In [126]:
import matplotlib.pyplot as plt
import pandas as pd
import scipy.stats as st

mouse_metadata_path = ("data/Mouse_metadata.csv")
study_results_path = ("data/Study_results.csv")

mouse_metadata = pd.read_csv(mouse_metadata_path)
study_results = pd.read_csv(study_results_path)

mouse_study_raw = pd.merge(study_results, mouse_metadata, on = "Mouse ID")
mouse_study_raw

Unnamed: 0,Mouse ID,Timepoint,Tumor Volume (mm3),Metastatic Sites,Drug Regimen,Sex,Age_months,Weight (g)
0,b128,0,45.000000,0,Capomulin,Female,9,22
1,b128,5,45.651331,0,Capomulin,Female,9,22
2,b128,10,43.270852,0,Capomulin,Female,9,22
3,b128,15,43.784893,0,Capomulin,Female,9,22
4,b128,20,42.731552,0,Capomulin,Female,9,22
...,...,...,...,...,...,...,...,...
1888,m601,25,33.118756,1,Capomulin,Male,22,17
1889,m601,30,31.758275,1,Capomulin,Male,22,17
1890,m601,35,30.834357,1,Capomulin,Male,22,17
1891,m601,40,31.378045,1,Capomulin,Male,22,17


In [104]:
unique_mice_raw = mouse_study_raw["Mouse ID"].unique() #used to check number of mice ID not used in other code
print(f"There are {len(unique_mice_raw)} unique Mice IDs in the raw data.")

duplicated_mice = mouse_study_raw.loc[mouse_study_raw.duplicated(subset = ["Mouse ID", "Timepoint"])]
dup_mouse = duplicated_mice["Mouse ID"].unique()[0]
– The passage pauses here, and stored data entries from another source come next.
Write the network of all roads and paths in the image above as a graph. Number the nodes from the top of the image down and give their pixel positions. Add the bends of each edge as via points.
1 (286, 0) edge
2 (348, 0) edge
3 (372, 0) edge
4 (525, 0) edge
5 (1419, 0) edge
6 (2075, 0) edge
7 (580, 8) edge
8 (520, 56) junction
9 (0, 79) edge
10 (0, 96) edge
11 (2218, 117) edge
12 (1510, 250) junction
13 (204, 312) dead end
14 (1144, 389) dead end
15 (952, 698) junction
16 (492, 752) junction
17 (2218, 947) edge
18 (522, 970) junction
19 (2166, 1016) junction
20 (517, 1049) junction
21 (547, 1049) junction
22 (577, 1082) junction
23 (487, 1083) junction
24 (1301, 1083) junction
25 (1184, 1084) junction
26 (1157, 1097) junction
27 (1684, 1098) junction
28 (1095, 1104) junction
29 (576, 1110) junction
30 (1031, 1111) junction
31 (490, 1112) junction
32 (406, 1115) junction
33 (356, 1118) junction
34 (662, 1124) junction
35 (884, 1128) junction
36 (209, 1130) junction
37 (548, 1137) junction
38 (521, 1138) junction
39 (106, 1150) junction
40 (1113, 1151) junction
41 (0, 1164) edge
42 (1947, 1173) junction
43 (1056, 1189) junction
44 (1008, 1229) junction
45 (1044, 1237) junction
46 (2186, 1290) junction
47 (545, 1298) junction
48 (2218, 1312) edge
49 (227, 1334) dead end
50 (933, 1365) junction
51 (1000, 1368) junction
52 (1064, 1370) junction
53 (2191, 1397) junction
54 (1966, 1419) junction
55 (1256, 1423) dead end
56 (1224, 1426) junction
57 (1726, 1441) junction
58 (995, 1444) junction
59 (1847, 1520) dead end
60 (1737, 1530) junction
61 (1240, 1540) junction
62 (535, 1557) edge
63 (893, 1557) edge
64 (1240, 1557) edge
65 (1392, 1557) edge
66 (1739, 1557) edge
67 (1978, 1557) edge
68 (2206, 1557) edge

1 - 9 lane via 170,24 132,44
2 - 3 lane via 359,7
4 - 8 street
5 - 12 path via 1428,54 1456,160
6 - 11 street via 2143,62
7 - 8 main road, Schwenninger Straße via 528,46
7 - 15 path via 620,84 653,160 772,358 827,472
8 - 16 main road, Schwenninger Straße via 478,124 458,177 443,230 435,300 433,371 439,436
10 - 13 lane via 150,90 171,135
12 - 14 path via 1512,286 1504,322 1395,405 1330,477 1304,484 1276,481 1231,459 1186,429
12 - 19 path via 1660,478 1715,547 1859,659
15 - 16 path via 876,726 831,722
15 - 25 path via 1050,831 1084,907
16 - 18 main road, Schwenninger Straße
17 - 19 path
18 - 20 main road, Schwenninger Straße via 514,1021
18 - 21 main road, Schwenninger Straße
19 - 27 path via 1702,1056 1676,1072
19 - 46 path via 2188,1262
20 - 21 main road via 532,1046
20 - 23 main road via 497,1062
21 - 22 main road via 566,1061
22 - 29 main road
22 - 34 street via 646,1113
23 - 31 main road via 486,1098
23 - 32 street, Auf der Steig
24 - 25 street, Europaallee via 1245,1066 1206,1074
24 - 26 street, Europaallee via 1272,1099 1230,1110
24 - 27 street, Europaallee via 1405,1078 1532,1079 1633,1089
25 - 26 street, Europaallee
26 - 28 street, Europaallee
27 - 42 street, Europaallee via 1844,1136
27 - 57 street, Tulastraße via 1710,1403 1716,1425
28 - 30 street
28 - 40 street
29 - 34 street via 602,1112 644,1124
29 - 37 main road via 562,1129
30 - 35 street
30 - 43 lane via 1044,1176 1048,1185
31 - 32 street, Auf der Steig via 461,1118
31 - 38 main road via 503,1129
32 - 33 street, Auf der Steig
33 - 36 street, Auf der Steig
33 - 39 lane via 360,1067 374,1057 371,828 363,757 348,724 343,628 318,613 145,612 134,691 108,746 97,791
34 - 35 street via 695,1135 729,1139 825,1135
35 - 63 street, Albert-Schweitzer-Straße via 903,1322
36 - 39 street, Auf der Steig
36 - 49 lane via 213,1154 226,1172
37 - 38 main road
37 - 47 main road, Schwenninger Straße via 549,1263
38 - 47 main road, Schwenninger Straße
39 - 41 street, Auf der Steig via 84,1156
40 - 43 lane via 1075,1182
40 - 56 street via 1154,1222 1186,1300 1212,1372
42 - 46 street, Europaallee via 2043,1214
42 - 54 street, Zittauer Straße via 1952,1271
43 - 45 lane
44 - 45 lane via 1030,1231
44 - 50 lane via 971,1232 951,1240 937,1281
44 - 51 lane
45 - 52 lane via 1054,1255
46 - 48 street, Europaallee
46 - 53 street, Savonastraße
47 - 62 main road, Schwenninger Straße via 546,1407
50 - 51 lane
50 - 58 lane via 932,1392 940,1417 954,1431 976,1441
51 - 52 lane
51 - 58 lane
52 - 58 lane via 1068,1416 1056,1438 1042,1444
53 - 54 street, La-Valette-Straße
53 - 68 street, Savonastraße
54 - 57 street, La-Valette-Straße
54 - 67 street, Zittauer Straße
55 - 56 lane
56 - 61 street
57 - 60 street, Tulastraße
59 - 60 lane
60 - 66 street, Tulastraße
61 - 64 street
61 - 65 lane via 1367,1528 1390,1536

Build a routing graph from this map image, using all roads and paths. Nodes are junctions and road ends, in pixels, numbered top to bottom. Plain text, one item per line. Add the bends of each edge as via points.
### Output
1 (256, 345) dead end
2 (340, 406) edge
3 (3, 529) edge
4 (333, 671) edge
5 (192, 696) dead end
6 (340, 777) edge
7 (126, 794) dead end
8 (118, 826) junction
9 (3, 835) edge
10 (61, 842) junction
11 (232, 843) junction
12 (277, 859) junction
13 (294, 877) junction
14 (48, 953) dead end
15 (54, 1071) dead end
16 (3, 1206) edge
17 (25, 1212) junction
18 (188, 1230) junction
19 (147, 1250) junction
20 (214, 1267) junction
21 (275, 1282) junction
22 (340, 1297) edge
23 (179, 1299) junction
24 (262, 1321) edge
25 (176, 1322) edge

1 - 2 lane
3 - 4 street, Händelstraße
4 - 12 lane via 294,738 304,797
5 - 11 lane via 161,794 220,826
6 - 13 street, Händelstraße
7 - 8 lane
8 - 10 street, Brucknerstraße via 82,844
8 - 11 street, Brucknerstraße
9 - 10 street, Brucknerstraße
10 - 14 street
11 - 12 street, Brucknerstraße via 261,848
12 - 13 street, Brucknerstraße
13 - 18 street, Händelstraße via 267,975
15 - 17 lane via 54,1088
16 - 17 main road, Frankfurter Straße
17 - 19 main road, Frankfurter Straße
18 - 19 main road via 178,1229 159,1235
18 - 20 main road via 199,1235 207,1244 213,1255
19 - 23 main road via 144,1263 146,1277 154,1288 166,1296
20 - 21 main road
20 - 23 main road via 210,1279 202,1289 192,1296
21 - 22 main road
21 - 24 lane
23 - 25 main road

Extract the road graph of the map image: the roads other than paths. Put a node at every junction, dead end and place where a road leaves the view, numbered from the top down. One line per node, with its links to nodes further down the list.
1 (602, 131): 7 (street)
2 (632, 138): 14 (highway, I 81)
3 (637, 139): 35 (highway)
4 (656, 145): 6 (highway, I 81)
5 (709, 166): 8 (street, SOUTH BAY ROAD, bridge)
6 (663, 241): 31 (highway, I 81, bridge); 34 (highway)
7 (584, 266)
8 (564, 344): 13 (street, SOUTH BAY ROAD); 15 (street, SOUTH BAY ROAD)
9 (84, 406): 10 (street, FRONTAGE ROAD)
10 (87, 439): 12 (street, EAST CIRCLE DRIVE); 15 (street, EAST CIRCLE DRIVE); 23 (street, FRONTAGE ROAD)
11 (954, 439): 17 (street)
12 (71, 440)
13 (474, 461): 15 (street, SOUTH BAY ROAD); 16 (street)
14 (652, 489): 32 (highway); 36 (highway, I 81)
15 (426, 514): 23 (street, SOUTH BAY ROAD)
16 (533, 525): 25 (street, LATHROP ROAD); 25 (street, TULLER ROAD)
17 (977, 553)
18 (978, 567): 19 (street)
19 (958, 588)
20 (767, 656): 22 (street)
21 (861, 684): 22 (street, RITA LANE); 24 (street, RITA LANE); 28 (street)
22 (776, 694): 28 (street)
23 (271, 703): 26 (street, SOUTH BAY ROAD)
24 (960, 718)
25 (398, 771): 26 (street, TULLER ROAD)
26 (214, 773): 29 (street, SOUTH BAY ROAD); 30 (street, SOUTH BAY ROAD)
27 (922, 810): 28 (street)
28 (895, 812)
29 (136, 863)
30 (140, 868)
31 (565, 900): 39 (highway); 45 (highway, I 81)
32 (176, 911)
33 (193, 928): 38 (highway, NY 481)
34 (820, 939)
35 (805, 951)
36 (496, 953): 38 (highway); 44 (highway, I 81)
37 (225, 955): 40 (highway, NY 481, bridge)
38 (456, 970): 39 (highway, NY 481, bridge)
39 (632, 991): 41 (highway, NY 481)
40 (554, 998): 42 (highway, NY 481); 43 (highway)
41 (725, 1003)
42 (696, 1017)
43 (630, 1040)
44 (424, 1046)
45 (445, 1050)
# Works but look into if there is a way to not hard code the slice here
dup_mouse_data = mouse_study_raw.loc[mouse_study_raw["Mouse ID"] == dup_mouse]
dup_mouse_data

There are 249 unique Mice IDs in the raw data.


Unnamed: 0,Mouse ID,Timepoint,Tumor Volume (mm3),Metastatic Sites,Drug Regimen,Sex,Age_months,Weight (g)
860,g989,0,45.0,0,Propriva,Female,21,26
861,g989,0,45.0,0,Propriva,Female,21,26
862,g989,5,48.786801,0,Propriva,Female,21,26
863,g989,5,47.570392,0,Propriva,Female,21,26
864,g989,10,51.745156,0,Propriva,Female,21,26
865,g989,10,49.880528,0,Propriva,Female,21,26
866,g989,15,51.325852,1,Propriva,Female,21,26
867,g989,15,53.44202,0,Propriva,Female,21,26
868,g989,20,55.326122,1,Propriva,Female,21,26
869,g989,20,54.65765,1,Propriva,Female,21,26


In [106]:
# Creates new dataframe without the duplicated mouse
clean_mouse_study = mouse_study_raw.loc[mouse_study_raw["Mouse ID"] != dup_mouse]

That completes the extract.